Many businesses are responding to this pandemic by enacting safety measures, including plastic barriers at checkout counters to separate customers from employees, providing hand sanitizer and handwashing stations, switching to disposable and single-use items to avoid contamination, installing temperature check stations, switching aisles to be one-way, enforcing social distancing measures as best as possible, and yes, mandating mask usage. While some of this is purely safety theater, some of these measures do make things safer, even if only marginally. Employees must follow these measures or risk losing their jobs. Customers must follow these measures or risk being refused service and escorted off the property. But what about businesses that refuse to implement such measures?
This is where some fall back on the idea of resorting to state law. If businesses won’t do so voluntarily then we must compel them to by threat of legal recourse, right? Well, again, no. Market pressure does exist and can be weaponized in favor of medical science. If customers complain, boycott, write letters to the editor, bring the story to the news, start social media pressure campaigns, protest, and make it into a public relations situation, then many businesses will, in fact, respond to pressure.
Employees who are put in harm’s way have the power to organize on the job. In fact, union efforts have already drastically increased in response to workers being forced into risky work situations with improper precautions in place. We should encourage those workers and stand in solidarity with them. We must back them up by following their leads, showing management that their customers support the safety demands of employees, and organizing info campaigns, pickets, and boycotts of those who still refuse.
And as for those places we may frequent that are under state control such as courthouses or public schools? Well yes, requiring masks still does make sense for those areas and the state is in charge of making and enforcing those rules, but we cannot trust them to always enforce those rules adequately or justly or even at all, as witnessed recently in the case of a Georgia student who was suspended for posting a photo of her high school hallway crowded with unmasked students to her Instagram account.
Between the support for the student and the backlash against the school, the student was unsuspended and the school is likely to institute better safety measures. But the fact that public schools are open at all during a pandemic when online schooling is an option is just one more reason to distrust the state. You’re much better off ditching public schools altogether and avoiding state properties whenever possible. Thankfully we are seeing an increase in people exercising school choice and opting for other, safer, alternatives.

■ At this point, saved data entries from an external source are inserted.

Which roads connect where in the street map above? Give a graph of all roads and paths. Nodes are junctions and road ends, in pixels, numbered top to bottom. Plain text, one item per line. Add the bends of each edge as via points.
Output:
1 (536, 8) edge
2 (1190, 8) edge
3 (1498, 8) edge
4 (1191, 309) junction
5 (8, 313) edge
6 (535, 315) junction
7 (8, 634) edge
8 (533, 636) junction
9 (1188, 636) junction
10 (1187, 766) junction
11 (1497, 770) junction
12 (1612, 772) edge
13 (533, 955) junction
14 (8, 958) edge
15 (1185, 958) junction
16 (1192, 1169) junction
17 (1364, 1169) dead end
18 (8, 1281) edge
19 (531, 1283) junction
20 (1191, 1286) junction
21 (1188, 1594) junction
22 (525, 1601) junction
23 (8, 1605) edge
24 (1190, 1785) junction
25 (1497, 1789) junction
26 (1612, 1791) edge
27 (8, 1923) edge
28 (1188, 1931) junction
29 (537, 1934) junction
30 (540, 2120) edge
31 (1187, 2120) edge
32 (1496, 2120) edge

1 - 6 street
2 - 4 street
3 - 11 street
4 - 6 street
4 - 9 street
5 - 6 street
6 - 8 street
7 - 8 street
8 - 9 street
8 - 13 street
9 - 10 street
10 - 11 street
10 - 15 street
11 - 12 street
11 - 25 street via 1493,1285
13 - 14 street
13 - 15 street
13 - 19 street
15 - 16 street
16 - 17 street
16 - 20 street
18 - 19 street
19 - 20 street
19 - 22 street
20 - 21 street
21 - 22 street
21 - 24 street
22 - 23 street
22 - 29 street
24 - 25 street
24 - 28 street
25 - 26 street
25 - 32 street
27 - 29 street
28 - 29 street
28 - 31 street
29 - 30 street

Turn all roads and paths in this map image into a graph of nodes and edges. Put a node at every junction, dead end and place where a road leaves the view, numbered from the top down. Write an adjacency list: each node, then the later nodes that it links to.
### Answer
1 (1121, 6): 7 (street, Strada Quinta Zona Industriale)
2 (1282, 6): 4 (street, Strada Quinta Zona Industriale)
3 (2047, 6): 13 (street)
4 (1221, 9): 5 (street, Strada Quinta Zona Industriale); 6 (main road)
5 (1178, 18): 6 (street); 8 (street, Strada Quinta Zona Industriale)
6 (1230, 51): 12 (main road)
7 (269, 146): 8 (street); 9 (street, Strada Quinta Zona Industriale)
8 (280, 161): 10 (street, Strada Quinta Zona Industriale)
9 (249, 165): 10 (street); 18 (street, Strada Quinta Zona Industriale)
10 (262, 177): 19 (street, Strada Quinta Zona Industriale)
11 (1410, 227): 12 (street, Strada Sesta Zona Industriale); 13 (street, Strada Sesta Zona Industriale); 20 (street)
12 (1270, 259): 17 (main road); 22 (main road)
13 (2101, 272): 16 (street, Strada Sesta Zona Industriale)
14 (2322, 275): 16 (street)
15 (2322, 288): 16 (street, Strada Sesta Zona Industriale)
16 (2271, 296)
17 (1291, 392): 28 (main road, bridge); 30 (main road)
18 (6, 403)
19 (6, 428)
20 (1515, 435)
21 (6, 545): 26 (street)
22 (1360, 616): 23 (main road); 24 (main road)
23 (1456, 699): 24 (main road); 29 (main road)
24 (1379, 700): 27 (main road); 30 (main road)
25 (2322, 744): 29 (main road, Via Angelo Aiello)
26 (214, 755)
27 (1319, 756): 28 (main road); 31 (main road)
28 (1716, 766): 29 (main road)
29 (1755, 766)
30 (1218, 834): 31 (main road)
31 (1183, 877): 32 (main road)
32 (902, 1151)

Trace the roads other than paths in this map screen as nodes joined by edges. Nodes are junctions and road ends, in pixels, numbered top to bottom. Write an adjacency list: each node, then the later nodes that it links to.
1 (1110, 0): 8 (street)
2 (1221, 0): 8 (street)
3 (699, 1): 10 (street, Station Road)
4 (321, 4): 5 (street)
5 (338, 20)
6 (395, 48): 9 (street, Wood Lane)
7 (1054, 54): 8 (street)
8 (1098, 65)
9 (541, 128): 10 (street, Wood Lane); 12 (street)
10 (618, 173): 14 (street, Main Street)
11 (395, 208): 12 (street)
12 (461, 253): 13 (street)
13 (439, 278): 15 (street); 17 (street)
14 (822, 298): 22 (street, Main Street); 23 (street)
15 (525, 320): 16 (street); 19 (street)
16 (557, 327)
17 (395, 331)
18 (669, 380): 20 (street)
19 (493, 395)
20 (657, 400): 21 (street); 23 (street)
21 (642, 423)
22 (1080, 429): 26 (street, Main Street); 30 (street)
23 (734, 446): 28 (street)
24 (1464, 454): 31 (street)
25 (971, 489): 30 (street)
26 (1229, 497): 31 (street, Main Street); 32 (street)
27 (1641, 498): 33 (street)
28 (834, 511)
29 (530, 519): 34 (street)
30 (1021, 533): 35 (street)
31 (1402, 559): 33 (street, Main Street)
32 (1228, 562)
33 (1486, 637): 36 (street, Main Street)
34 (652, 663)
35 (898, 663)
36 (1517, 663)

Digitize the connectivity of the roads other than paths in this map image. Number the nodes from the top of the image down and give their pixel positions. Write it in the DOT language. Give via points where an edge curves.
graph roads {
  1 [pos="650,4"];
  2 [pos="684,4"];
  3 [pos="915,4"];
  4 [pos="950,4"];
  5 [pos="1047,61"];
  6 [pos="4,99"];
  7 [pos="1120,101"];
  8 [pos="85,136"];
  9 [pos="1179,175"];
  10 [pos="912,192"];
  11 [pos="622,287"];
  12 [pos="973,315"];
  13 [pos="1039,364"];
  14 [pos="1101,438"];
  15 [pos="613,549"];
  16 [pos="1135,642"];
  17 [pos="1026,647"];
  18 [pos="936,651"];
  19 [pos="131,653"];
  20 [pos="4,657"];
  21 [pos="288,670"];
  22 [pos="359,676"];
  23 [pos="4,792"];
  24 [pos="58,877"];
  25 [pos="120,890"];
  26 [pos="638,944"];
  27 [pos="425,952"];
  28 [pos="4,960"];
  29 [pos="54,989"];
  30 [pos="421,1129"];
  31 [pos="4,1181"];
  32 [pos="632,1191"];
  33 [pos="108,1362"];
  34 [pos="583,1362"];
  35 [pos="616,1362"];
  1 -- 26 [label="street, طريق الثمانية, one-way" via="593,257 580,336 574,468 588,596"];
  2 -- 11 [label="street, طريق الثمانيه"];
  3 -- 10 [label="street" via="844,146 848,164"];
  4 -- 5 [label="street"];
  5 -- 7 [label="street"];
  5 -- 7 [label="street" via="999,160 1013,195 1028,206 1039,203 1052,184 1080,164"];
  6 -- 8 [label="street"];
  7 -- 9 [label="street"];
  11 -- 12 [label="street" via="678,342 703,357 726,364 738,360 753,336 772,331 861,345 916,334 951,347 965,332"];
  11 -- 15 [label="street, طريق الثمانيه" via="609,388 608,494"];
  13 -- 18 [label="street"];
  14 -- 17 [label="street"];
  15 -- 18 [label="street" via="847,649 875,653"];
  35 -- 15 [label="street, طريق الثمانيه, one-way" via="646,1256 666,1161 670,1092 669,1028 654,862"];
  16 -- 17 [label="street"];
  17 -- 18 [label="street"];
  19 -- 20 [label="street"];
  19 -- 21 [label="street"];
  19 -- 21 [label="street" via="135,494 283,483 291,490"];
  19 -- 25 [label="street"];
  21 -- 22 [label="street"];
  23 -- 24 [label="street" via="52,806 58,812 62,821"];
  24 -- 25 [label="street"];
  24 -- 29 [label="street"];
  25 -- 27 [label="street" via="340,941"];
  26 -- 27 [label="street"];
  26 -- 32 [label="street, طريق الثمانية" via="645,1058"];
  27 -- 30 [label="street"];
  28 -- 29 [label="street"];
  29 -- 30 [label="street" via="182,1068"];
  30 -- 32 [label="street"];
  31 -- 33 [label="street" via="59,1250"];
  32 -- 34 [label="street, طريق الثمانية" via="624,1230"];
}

So while market forces are far from perfect, and some businesses have even rolled back their mask requirements due to customer backlash, it is much easier to make it a PR nightmare for private businesses and force their hand than it is to get the police to shape up their act and enforce such mandates in any form that resembles actual justice. So stay home and/or socially distanced as much as possible, wear a mask when out in public, wash your hands, support union efforts, and shop at businesses that require masks, while also fighting against state-enforced mask laws and working to defund the police.